Vibra o passado em tudo o que palpita
qual dança em coração de bailarino
ao regressar já mudo o violino
e há nuvens sobre o bosque em que transita

À paz dos seres a morte em seu contínuo
crescer em ramos de coral incita
a bem da noite negra e infinita
ser um raro instrumento é seu destino:

O cetro dos eleitos que não cansam
o corpo que este tempo já não quebra
é como a cruz que os astros quando avançam

sobre o sul traçam por medida e regra
Os deuses têm-no em suas mãos cativo
risível é quem eles mandam vivo.


Walter Benjamin,
in "Sonetos"
Tradução de Vasco Graça Moura

quarta-feira, 20 de abril de 2011

Vicente de Carvalho (excerto)


[...]Quando eu nasci, raiava
O claro mês das garças forasteiras:
Abril, sorrindo em flor pelos outeiros,
Nadando em luz na oscilação das ondas,
Desenrolava a primavera de ouro;
E as leves garças, como folhas soltas
Num leve sopro de aura dispersadas,
Vinham do azul do céu turbilhonando
Pousar o vôo à tona das espumas...

É o tempo em que adormeces
Ao sol que abrasa: a cólera espumante,
Que estoura e brame sacudindo os ares,
Não os sacode mais, nem brame e estoura;
Apenas se ouve, tímido e plangente,
O teu murmúrio; e pelo alvor das praias,
Langue, numa carícia de amoroso,
As largas ondas marulhando estendes...
[...]


Vicente de Carvalho
Excerto do poema 'Palavras ao Mar'

Noturno


Laça-me o coração a curva de teus olhos,
Um giro de dança e doçura,
Berço noturno e firme, auréola do tempo,
E se já não sei mais o que foi minha vida
É que teus olhos não me viram no passado.

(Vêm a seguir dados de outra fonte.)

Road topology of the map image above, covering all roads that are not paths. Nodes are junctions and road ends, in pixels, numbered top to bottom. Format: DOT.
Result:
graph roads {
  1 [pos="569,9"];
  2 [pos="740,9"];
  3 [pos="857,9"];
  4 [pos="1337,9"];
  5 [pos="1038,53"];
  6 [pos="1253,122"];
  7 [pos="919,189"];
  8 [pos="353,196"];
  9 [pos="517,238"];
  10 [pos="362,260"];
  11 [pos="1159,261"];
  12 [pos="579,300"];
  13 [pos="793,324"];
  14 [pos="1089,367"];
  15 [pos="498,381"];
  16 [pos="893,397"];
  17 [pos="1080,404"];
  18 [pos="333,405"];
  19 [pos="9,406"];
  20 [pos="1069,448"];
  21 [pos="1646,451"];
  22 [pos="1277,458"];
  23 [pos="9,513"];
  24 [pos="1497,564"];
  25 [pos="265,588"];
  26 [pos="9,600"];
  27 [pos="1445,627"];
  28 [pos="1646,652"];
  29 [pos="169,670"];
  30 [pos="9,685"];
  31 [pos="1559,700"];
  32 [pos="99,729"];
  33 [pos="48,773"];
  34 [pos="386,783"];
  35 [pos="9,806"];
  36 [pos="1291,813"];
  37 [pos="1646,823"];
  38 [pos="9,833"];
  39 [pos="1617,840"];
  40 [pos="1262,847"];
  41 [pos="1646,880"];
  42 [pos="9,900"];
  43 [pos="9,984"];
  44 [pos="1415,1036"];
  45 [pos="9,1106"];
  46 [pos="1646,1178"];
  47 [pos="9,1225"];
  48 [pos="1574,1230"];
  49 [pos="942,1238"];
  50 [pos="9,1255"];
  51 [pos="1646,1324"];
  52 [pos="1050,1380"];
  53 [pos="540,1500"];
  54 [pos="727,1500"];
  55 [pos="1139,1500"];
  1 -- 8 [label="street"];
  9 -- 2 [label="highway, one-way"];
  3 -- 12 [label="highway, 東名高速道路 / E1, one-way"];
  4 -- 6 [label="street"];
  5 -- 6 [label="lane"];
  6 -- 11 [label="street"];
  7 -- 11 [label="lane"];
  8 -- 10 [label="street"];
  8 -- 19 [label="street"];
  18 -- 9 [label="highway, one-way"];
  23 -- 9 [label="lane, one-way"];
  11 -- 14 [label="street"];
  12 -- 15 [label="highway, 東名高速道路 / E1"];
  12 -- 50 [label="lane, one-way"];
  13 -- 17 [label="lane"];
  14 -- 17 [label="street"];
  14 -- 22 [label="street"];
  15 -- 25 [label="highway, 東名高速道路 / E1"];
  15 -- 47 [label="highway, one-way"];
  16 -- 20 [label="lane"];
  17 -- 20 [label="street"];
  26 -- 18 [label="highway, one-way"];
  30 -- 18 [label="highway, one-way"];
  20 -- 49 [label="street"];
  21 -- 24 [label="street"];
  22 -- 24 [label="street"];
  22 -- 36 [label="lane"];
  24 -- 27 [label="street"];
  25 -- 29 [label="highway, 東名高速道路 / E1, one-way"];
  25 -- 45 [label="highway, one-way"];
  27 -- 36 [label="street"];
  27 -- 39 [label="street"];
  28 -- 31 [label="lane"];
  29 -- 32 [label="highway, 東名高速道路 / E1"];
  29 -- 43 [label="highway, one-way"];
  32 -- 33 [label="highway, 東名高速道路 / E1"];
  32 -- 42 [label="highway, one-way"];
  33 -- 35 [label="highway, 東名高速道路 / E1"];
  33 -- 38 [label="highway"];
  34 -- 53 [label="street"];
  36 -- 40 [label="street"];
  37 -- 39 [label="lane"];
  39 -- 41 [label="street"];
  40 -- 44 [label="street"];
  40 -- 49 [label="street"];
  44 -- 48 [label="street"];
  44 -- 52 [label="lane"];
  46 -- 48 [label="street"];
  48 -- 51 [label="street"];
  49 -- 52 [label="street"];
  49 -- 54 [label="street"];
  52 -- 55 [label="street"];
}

Folhas de luz, musgo de orvalho,
Ervas do vento, risos perfumados,
Asas cobrindo o mundo de clarões,
Barcos cheios do céu e do oceano,
Caçadores dos sons, manancial das cores,

Perfume que nasceu em ninho de alvoradas,
E que escondido está na palha das estrelas,
Como da inocência depende a luz
Depende o mundo de teus olhos puros
E em seu olhar corre meu sangue.


Paul Éluard

NOTURNO


No silêncio da noite vou formando
teu retrato, no silêncio da noite
modelando teus olhos, teus cabelos
entre os lençóis de sono que me envolvem.

Na meia claridade, maldesperto,
angustiado, insone, construindo
a arquitetura móvel de teus lábios
levanto-me, e estás sempre comigo.

Durante o dia e a qualquer momento
estamos lado a lado, vou compondo
a tua imagem (vento sombra nuvem),
lembrança amiga no trabalho duro.

E surges na agonia do crepúsculo
- e és a aurora inaugurando a noite.